WHAT YOU NEED TO DO - Your answer needs to include each line of the records in which the string "Pappelweg" can be found.

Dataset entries
BEGIN

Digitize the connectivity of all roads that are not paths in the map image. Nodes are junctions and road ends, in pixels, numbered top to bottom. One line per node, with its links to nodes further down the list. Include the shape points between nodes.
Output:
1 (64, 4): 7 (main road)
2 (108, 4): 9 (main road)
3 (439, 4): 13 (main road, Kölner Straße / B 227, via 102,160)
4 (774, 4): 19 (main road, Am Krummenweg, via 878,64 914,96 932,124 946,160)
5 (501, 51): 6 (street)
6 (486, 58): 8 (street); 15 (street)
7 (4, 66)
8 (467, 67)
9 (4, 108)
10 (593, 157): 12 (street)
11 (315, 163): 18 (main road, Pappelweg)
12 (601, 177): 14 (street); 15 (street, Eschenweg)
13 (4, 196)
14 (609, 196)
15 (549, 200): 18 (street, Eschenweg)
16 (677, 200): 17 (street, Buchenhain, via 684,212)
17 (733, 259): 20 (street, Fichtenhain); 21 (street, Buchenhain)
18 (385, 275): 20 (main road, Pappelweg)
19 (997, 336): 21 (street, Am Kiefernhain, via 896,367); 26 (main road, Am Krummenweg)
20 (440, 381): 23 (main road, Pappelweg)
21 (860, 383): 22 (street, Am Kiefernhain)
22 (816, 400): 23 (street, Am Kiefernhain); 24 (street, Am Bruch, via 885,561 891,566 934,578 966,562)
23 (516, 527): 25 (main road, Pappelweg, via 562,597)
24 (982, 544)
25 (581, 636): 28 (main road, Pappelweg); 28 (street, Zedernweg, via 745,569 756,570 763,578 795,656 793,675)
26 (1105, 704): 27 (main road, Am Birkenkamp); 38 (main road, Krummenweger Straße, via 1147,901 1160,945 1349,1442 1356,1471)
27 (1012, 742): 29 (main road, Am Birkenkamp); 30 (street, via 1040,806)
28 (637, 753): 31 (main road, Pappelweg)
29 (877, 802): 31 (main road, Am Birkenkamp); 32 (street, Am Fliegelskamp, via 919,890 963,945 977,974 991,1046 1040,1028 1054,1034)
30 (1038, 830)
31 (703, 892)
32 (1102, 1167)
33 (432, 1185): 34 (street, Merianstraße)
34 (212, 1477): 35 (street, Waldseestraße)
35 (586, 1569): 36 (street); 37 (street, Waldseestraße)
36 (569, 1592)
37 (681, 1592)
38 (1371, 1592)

END
BEGIN

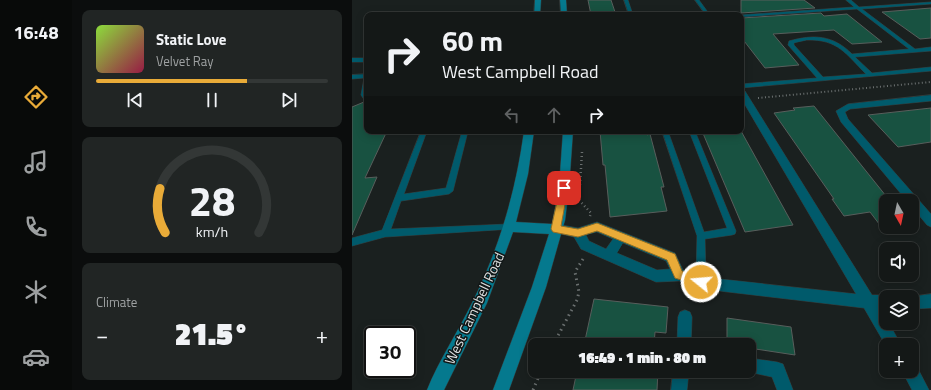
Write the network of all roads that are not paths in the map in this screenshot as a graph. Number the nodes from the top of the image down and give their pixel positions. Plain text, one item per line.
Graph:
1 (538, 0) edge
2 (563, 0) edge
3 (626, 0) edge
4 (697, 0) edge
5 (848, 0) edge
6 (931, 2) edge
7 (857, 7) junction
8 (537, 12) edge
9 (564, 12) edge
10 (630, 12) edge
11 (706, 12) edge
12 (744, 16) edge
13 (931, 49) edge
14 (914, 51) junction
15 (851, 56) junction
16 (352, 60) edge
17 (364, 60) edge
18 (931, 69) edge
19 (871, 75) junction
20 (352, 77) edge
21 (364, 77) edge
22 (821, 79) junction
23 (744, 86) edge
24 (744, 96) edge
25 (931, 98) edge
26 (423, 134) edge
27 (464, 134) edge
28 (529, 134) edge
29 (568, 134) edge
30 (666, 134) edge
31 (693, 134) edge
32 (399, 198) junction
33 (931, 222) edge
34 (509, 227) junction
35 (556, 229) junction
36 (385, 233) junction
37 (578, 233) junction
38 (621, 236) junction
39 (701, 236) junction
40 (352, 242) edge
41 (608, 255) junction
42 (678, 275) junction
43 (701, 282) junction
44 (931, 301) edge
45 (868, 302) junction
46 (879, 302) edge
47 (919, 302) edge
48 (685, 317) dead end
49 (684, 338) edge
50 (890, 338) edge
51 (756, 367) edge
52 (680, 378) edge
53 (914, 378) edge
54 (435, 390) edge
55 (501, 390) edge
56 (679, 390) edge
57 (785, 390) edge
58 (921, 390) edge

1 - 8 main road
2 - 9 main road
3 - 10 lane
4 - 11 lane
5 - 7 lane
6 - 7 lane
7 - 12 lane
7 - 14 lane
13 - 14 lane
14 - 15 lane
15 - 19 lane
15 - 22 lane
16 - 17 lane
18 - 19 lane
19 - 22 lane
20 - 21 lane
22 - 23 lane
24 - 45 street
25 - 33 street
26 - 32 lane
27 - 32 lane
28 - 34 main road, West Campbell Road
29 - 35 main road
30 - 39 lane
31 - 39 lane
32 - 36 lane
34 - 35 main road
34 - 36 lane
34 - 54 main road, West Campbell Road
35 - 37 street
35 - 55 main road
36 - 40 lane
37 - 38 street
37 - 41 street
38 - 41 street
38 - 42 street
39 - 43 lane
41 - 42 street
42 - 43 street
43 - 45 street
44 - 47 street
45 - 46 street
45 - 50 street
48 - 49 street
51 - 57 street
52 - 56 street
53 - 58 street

END

ANSWER TO THIS PROBLEM -
11 (315, 163): 18 (main road, Pappelweg)
18 (385, 275): 20 (main road, Pappelweg)
20 (440, 381): 23 (main road, Pappelweg)
23 (516, 527): 25 (main road, Pappelweg, via 562,597)
25 (581, 636): 28 (main road, Pappelweg); 28 (street, Zedernweg, via 745,569 756,570 763,578 795,656 793,675)
28 (637, 753): 31 (main road, Pappelweg)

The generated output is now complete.